My favorite distractions

Googling
Thank goodness and halleluiah for the internet. Back when I entered my first cubicle, the internet was young and troublesome. We had computers and Windows and we had the bulletin board system, or BBS, and newsgroups. It was text-based communication and ASCII art was the hottest thing. The Web was brand new and people were trying to figure out how to spell HTML. But fortunately today, we have the best source of office distraction that's available to just about everyone. And with Google as our guide, we can still look like we're doing real work while we navigate the vastness of the electronic frontier and find the answers to life's greatest questions: What's the meaning of the word "feckless"? Where can I get the cheapest gas in my neighborhood? How do I make a dirty mojito? What the heck is a kinkajou? Plus you can catch up on the latest movie reviews, check and check again your stock values, and look at pictures of other people's pets. Dual monitor support is a must for your computer, you can effectively display work-type stuff on one screen--the one people first see when they drop in on you in your cubicle without warning--while safely browsing on the other screen. Also, it's a good idea to have something like Powerpoint running in the background that you can alt-tab to in case you don't want someone to catch you looking at cute Mr. Mittens' Flickr photostream.

YouTube
Back in the day, when computers were slow and the Web was just learning to crawl, we could barely play back a 320x240 video on our Pentium-based computers, much less capture video on them.

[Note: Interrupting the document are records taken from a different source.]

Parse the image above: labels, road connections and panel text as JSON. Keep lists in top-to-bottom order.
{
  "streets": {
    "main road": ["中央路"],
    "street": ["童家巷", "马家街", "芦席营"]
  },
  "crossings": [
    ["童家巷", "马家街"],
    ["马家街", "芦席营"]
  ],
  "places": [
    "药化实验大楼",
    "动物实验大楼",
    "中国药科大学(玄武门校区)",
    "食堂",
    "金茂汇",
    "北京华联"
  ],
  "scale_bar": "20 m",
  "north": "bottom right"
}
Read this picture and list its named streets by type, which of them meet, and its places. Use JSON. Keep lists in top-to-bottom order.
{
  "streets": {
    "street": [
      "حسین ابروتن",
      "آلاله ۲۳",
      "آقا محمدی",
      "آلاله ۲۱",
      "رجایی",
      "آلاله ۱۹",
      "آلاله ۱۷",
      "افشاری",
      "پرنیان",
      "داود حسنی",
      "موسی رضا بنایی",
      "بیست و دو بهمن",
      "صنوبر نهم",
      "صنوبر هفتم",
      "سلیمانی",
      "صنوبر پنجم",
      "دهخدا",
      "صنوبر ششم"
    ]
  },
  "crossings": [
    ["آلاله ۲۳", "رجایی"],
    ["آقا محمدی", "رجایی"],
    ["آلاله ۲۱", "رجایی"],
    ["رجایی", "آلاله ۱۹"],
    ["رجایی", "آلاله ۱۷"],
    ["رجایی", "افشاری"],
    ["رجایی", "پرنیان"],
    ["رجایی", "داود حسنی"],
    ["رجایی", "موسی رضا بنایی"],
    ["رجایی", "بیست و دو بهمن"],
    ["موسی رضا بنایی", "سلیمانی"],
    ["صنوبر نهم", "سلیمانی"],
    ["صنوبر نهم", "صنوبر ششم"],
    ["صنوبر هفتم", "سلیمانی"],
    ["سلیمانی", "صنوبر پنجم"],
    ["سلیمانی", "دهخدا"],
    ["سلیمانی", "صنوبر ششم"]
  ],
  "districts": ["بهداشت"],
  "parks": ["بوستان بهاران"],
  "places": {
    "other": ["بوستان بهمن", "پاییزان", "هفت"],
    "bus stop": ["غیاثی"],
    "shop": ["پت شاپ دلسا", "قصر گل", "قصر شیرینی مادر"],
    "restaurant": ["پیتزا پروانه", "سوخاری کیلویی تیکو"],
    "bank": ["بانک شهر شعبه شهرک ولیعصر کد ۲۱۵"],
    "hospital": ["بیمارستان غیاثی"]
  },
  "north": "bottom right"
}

Today, in the world of digital photography and cell phones with 1.3Mpixel cameras, everyone's a producer of their own Real World stories. YouTube has quickly become a favorite distraction, where you can peek into the lives of strangers, watch clips of TV shows you may have missed and see videos of Mr. Mittens. The nice thing about YouTube is the fact that the videos are limited to just a few minutes, so you can get your fix and then get back to real work for a bit.

Toys
I have acquired through the years a number of distracting toys that litter my cubicle desk and bookshelf. Sometimes they give me something to do while I'm rebooting a computer, but mostly they're for my uninvited "guests". A few years back when I was a 3rd-year intern, I was working on a coding project which I had inherited from a previous intern. She had left me with a nasty bunch of code with no comments and I was weeding through the mess trying to figure out what was going on. In the cube next to me was a guy (I'll call him Andy) who was brand new intern and had ADD or something. Andy was bubbly and bouncy are bored very quickly. His workload wasn't very big, so he was always popping in my cube to say "hey" and start up some chatty conversation. Well, this got to be pretty annoying since it took a lot of concentration to figure out the program I was working on, so I'd often try to find a way to get him out of my cube quickly so I could get back to work. Somewhat by accident, I found a solution: I had a PEZ character in my office, which ended up one day positioned right by my cube entrance and the spare chair. Like a baby after a brightly-colored toy, Andy was immediately drawn to it the next time he dropped in my office and distracted himself by eating the candies, one by one. Then, amazingly, he left! I dug through my drawers and collections at home and brought in a few more toys which, like bait, he'd go for every time he entered my cube and he'd forget all about chatting, which left me some peace and quiet for awhile.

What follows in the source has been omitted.